### Problem requirements
Start at the first line below and write out everything verbatim except the pictures.
════════
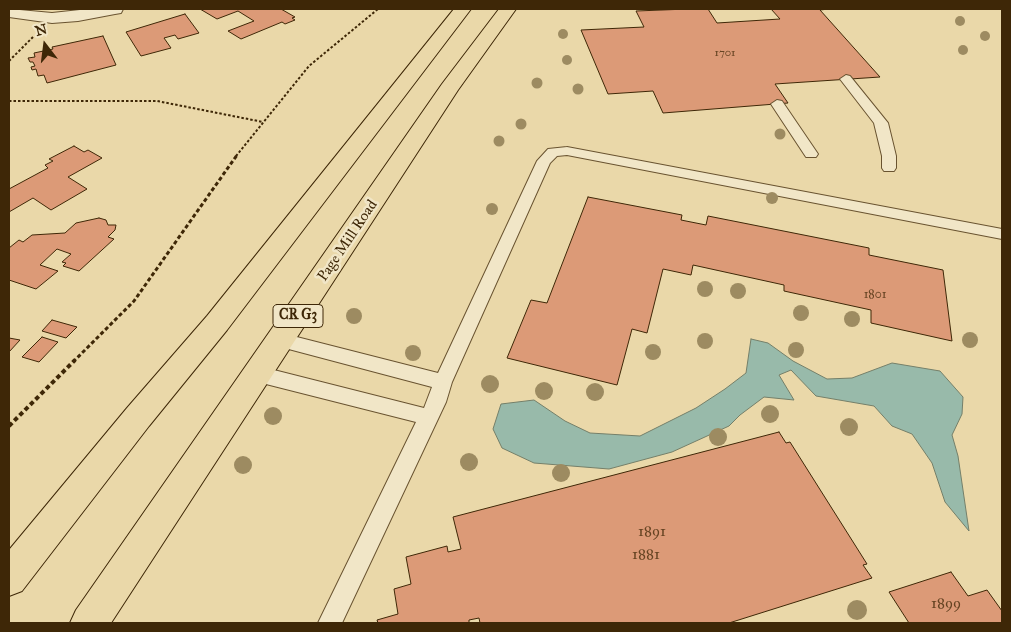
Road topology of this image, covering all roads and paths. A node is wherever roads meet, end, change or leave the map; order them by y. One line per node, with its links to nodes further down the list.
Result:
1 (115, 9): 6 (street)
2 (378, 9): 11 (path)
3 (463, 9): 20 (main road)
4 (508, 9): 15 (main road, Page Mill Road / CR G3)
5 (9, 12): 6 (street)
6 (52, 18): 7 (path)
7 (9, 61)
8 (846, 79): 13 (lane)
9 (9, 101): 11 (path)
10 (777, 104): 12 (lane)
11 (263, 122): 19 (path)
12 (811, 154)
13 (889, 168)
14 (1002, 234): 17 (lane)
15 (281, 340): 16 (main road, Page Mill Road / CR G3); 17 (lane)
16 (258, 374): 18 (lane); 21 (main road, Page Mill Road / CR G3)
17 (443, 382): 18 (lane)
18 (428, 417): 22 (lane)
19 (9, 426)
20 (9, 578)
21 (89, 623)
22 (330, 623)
════════
### Answer area
Road topology of this image, covering all roads and paths. A node is wherever roads meet, end, change or leave the map; order them by y. One line per node, with its links to nodes further down the list.
Result:
1 (115, 9): 6 (street)
2 (378, 9): 11 (path)
3 (463, 9): 20 (main road)
4 (508, 9): 15 (main road, Page Mill Road / CR G3)
5 (9, 12): 6 (street)
6 (52, 18): 7 (path)
7 (9, 61)
8 (846, 79): 13 (lane)
9 (9, 101): 11 (path)
10 (777, 104): 12 (lane)
11 (263, 122): 19 (path)
12 (811, 154)
13 (889, 168)
14 (1002, 234): 17 (lane)
15 (281, 340): 16 (main road, Page Mill Road / CR G3); 17 (lane)
16 (258, 374): 18 (lane); 21 (main road, Page Mill Road / CR G3)
17 (443, 382): 18 (lane)
18 (428, 417): 22 (lane)
19 (9, 426)
20 (9, 578)
21 (89, 623)
22 (330, 623)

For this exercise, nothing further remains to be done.